▶ ASSIGNED TASK: Reproduce the lines below exactly. Skip images.
[Start of Attachment]
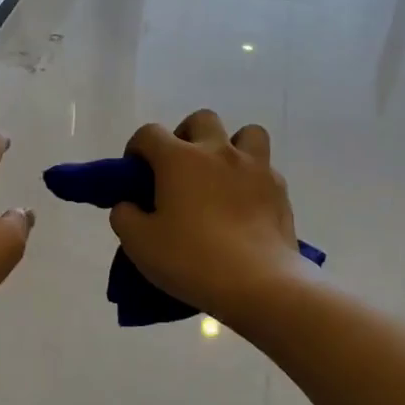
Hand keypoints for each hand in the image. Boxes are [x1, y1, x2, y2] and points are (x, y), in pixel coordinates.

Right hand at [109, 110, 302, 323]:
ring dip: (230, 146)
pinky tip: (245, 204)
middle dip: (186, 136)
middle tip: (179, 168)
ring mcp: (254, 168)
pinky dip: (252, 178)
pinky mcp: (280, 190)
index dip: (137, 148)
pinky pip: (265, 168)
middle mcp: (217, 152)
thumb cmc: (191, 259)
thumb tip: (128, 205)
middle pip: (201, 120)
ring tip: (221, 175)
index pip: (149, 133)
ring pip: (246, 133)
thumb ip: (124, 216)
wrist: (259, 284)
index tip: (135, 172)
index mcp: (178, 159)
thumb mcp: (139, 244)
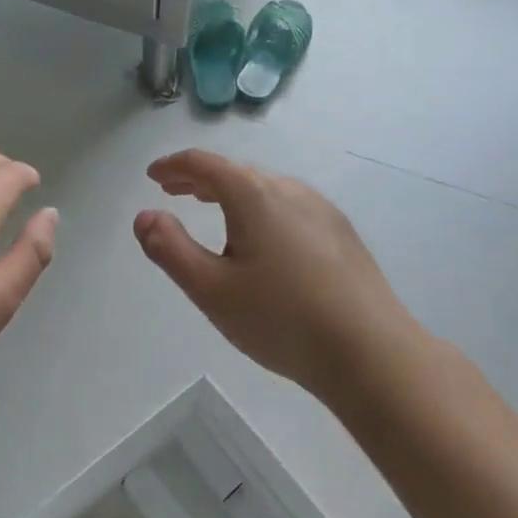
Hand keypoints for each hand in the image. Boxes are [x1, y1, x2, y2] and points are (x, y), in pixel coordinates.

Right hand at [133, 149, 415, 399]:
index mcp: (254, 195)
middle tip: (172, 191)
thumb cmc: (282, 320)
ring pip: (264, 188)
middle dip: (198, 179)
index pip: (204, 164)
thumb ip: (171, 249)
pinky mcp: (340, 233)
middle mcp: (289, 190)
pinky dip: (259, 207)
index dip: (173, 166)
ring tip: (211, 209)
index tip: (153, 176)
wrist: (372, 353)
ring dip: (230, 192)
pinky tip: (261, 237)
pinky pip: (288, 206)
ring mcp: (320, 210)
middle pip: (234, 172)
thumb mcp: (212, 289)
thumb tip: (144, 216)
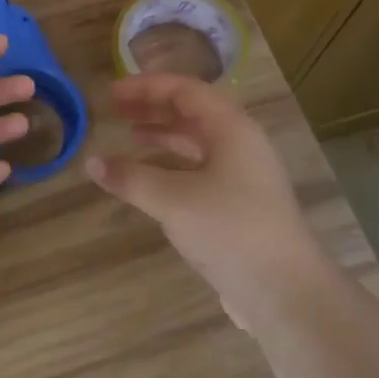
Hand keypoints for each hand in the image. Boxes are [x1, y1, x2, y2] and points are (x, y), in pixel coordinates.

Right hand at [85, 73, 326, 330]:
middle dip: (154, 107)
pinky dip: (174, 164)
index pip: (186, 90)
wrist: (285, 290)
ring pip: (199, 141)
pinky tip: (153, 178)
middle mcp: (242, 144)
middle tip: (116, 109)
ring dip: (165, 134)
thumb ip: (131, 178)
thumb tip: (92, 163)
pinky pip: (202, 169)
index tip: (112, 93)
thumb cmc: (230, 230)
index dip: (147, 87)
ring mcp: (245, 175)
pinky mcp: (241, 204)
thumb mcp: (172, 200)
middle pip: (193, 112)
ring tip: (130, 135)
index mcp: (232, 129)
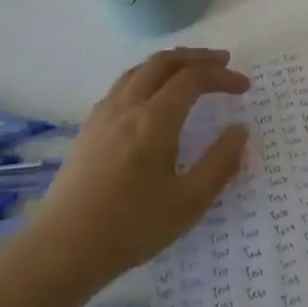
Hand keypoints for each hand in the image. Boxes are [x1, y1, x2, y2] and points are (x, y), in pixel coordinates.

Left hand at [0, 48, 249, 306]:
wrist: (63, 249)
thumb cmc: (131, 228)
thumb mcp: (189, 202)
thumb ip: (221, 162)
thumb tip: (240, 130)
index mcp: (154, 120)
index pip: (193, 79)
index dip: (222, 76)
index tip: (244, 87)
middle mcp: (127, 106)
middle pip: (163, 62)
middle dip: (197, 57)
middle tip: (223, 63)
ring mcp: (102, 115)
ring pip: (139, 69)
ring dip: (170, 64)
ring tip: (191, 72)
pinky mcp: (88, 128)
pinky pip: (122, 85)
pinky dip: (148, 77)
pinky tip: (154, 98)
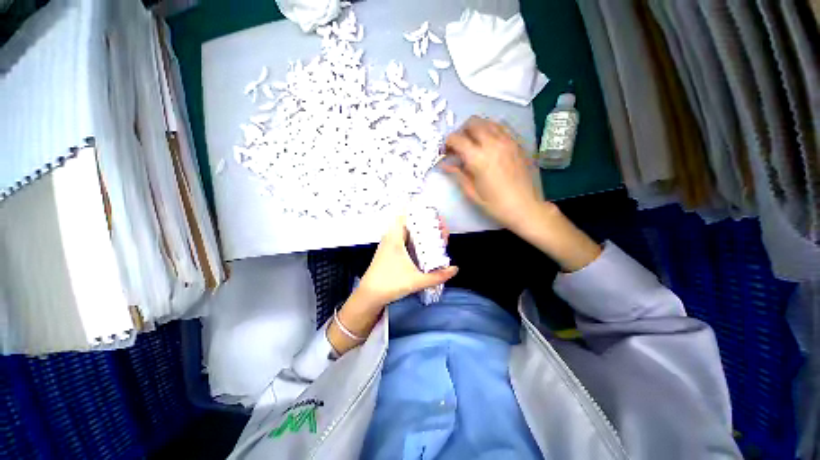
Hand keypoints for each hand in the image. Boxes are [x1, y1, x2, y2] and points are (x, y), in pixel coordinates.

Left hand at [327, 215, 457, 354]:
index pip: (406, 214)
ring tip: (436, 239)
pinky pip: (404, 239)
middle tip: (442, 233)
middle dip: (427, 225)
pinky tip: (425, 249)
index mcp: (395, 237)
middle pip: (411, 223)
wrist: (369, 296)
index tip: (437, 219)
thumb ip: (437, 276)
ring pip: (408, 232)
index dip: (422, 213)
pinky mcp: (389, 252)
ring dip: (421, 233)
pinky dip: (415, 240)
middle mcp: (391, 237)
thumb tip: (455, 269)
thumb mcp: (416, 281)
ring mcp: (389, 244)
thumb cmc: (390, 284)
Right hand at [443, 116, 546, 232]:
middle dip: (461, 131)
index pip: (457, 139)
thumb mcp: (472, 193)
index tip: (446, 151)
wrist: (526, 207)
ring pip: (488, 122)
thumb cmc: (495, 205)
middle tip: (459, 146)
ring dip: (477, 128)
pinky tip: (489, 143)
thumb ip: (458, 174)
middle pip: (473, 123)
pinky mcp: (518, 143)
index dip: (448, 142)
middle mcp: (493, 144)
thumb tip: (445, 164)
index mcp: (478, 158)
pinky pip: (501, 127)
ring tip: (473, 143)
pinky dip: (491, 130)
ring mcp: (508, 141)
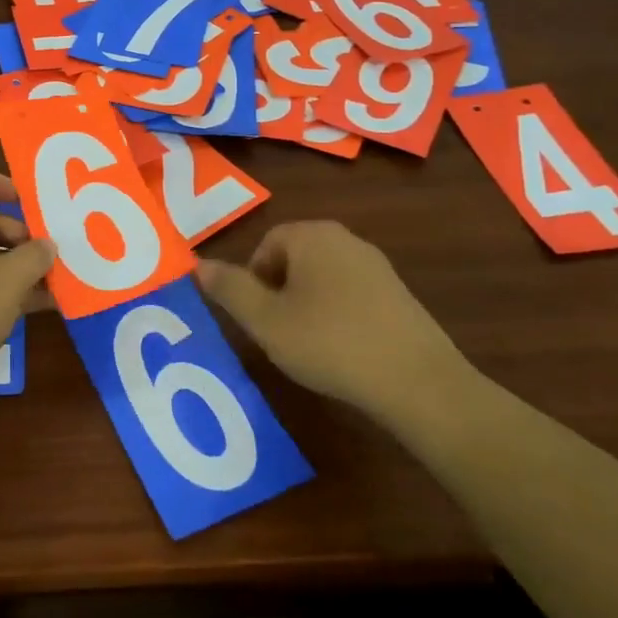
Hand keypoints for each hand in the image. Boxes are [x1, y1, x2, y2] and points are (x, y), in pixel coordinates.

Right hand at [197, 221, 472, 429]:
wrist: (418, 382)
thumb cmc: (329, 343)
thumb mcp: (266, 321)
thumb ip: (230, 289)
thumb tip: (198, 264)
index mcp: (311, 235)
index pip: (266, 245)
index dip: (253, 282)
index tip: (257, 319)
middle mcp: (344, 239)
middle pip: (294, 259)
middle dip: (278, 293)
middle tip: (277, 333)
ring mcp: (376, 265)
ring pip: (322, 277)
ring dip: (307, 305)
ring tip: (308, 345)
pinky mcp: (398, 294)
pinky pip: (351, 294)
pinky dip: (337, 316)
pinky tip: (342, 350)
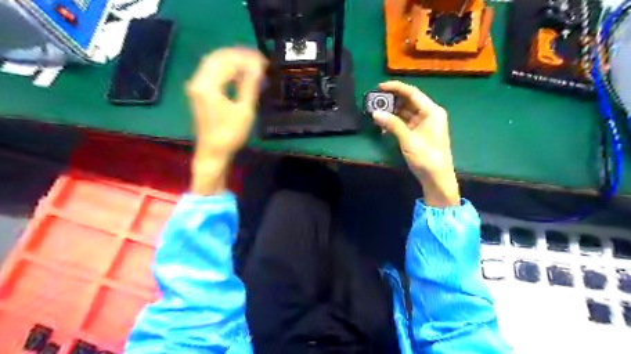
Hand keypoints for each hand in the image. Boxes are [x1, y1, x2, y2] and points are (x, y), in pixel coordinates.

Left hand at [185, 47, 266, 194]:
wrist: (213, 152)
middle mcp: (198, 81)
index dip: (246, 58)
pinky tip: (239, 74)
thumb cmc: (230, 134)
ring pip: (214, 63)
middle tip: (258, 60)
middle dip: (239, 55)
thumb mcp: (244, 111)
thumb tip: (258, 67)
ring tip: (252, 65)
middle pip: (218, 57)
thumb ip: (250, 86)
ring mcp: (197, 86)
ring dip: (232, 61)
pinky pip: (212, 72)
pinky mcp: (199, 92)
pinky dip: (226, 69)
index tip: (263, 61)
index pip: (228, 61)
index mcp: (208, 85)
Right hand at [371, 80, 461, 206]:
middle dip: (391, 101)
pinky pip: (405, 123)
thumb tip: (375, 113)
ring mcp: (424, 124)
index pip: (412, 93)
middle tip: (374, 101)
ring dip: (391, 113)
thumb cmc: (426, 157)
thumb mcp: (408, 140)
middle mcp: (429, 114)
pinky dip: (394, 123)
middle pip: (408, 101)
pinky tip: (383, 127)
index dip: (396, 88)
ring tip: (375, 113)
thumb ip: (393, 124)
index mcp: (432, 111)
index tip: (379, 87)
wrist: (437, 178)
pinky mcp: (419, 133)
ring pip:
[End of Attachment]
▶ RESPONSE FOR THIS EXERCISE:
Hand keypoints for each hand in the image. Boxes are [x1, y1, x2, y2] and points are (x, y), in pixel coordinates.

Right hand at [109, 110, 302, 323]:
ring dip: (230, 146)
pinky tip: (245, 204)
middle dip: (186, 136)
middle tip: (179, 168)
ring mcp: (254, 168)
pinky dip: (252, 178)
pinky mcp: (280, 190)
index dip: (137, 148)
pinky pip: (265, 168)
middle mcp: (217, 152)
thumb cmc: (191, 259)
thumb tip: (128, 205)
middle pip: (201, 120)
ring tip: (221, 175)
index pip: (149, 133)
ring pip: (246, 133)
thumb ip: (124, 216)
wrist: (259, 284)
index tip: (135, 172)
index mcp: (178, 159)
thumb mcp: (139, 244)
Hand keypoints for each hand in the image. Boxes are [x1, y1, x2, y2] and points are (x, y), in pixel coordinates.

Right hand at [133, 149, 415, 399]:
index mcp: (254, 195)
middle tip: (172, 191)
thumb cmc: (282, 320)
ring pip: (264, 188)
middle dip: (198, 179)
index pip: (204, 164)
thumb ip: (171, 249)
pinky mcp: (340, 233)
middle mcp: (289, 190)
pinky dip: (259, 207)
index dip: (173, 166)
ring tip: (211, 209)
index tip: (153, 176)
wrist: (372, 353)
ring dip: (230, 192)
pinky tip: (261, 237)
pinky pip: (288, 206)
ring mcp: (320, 210)
middle pip: (234, 172)
thumb mcp: (212, 289)
thumb tip: (144, 216)
Hand keypoints for each hand in the image. Boxes are [x1, y1, x2, y2] and points are (x, y), in pixel coordinates.

Right hand at [85, 73, 326, 330]:
middle dip: (154, 107)
pinky dip: (174, 164)
index pip: (186, 90)
wrist: (285, 290)
ring pip: (199, 141)
pinky tip: (153, 178)
middle mcp: (242, 144)
middle tip: (116, 109)
ring dip: (165, 134)
thumb ip: (131, 178)
thumb tip: (92, 163)
pinky pip: (202, 169)
index tip: (112, 93)
thumb cmc: (230, 230)
index dip: (147, 87)
ring mcp: (245, 175)
pinky mcp: (241, 204)
thumb mcp: (172, 200)
middle pip: (193, 112)
ring tip: (130, 135)
index mcp: (232, 129)
Hand keypoints for each hand in the image. Boxes are [x1, y1, x2, y2] and points are (x, y), in pixel coordinates.

Left hand at [0, 48, 249, 306]:
wrist: (63, 249)
thumb cmc: (131, 228)
thumb mcp: (189, 202)
thumb ip: (221, 162)
thumb tip: (240, 130)
index mcp: (154, 120)
index pip: (193, 79)
index dip: (222, 76)
index tip: (244, 87)
middle mcp: (127, 106)
middle pip: (163, 62)
middle dip: (197, 57)
middle tip: (223, 63)
ring mcp: (102, 115)
ring pip: (139, 69)
ring dip: (170, 64)
ring tip: (191, 72)
pinky mcp: (88, 128)
pinky pip: (122, 85)
pinky dip: (148, 77)
pinky tip: (154, 98)
Hand keypoints for each hand in the image. Boxes are [x1, y1, x2, y2] and points are (x, y), in pixel coordinates.

Left hand at [327, 215, 457, 354]:
index pip: (406, 214)
ring tip: (436, 239)
pinky pip: (404, 239)
middle tip: (442, 233)
middle dip: (427, 225)
pinky tip: (425, 249)
index mcp: (395, 237)
middle pip: (411, 223)
wrist: (369, 296)
index tip: (437, 219)
thumb ip: (437, 276)
ring pip: (408, 232)
index dip: (422, 213)
pinky mcp: (389, 252)
ring dip: (421, 233)
pinky dip: (415, 240)
middle mcp: (391, 237)
thumb tip: (455, 269)
thumb mcp: (416, 281)
ring mcp: (389, 244)
thumb cmc: (390, 284)
Right hand at [443, 116, 546, 232]:
middle dip: (461, 131)
index pip: (457, 139)
thumb mcp: (472, 193)
index tip: (446, 151)
wrist: (526, 207)
ring pip: (488, 122)
thumb cmc: (495, 205)
middle tip: (459, 146)
ring dip: (477, 128)
pinky tip: (489, 143)
thumb ip: (458, 174)
middle pip: (473, 123)
pinky mcp: (518, 143)
index dip: (448, 142)
middle mcp: (493, 144)
thumb tip: (445, 164)
index mcp: (478, 158)
pinky pip: (501, 127)
ring tip: (473, 143)
pinky dip: (491, 130)
ring mcp: (508, 141)
Hand keypoints for each hand in the image. Boxes are [x1, y1, x2, y2] and points are (x, y), in pixel coordinates.

Right hand at [197, 221, 472, 429]:
wrist: (418, 382)
thumb cmc: (329, 343)
thumb mcp: (266, 321)
thumb ip: (230, 289)
thumb tip: (198, 264)
index mcp: (311, 235)
index pip: (266, 245)
index dip: (253, 282)
index tip: (257, 319)
middle mcp: (344, 239)
middle pip: (294, 259)
middle dip: (278, 293)
middle tip: (277, 333)
ring mcp: (376, 265)
ring pip: (322, 277)
ring dip: (307, 305)
ring tip: (308, 345)
pinky mcp: (398, 294)
pinky pip: (351, 294)
pinky dip: (337, 316)
pinky tip: (342, 350)
Hand keypoints for each hand in the image. Boxes are [x1, y1, x2, y2] and points are (x, y), in pixel coordinates.

Left hand at [185, 47, 266, 194]:
wrist: (213, 152)
middle mcp: (198, 81)
index dip: (246, 58)
pinky tip: (239, 74)
thumb cmc: (230, 134)
ring pip: (214, 63)
middle tip: (258, 60)
middle dip: (239, 55)
thumb mcp: (244, 111)
thumb tip: (258, 67)
ring tip: (252, 65)
middle pip: (218, 57)
thumb ip: (250, 86)
ring mcp: (197, 86)
ring dip: (232, 61)
pinky pip: (212, 72)
pinky mcp: (199, 92)
pinky dip: (226, 69)
index tip: (263, 61)
index pip: (228, 61)
index mcp: (208, 85)
Right hand at [371, 80, 461, 206]:
middle dip: (391, 101)
pinky pip: (405, 123)
thumb tip: (375, 113)
ring mcp: (424, 124)
index pip: (412, 93)
middle tip: (374, 101)
ring dip: (391, 113)
thumb cmc: (426, 157)
thumb mcp: (408, 140)
middle mcp: (429, 114)
pinky dip: (394, 123)
middle pip: (408, 101)
pinky tip: (383, 127)
index dip: (396, 88)
ring tip: (375, 113)
thumb ip: (393, 124)
index mcp: (432, 111)
index tip: (379, 87)
wrist: (437, 178)
pinky mcp: (419, 133)
ring pip:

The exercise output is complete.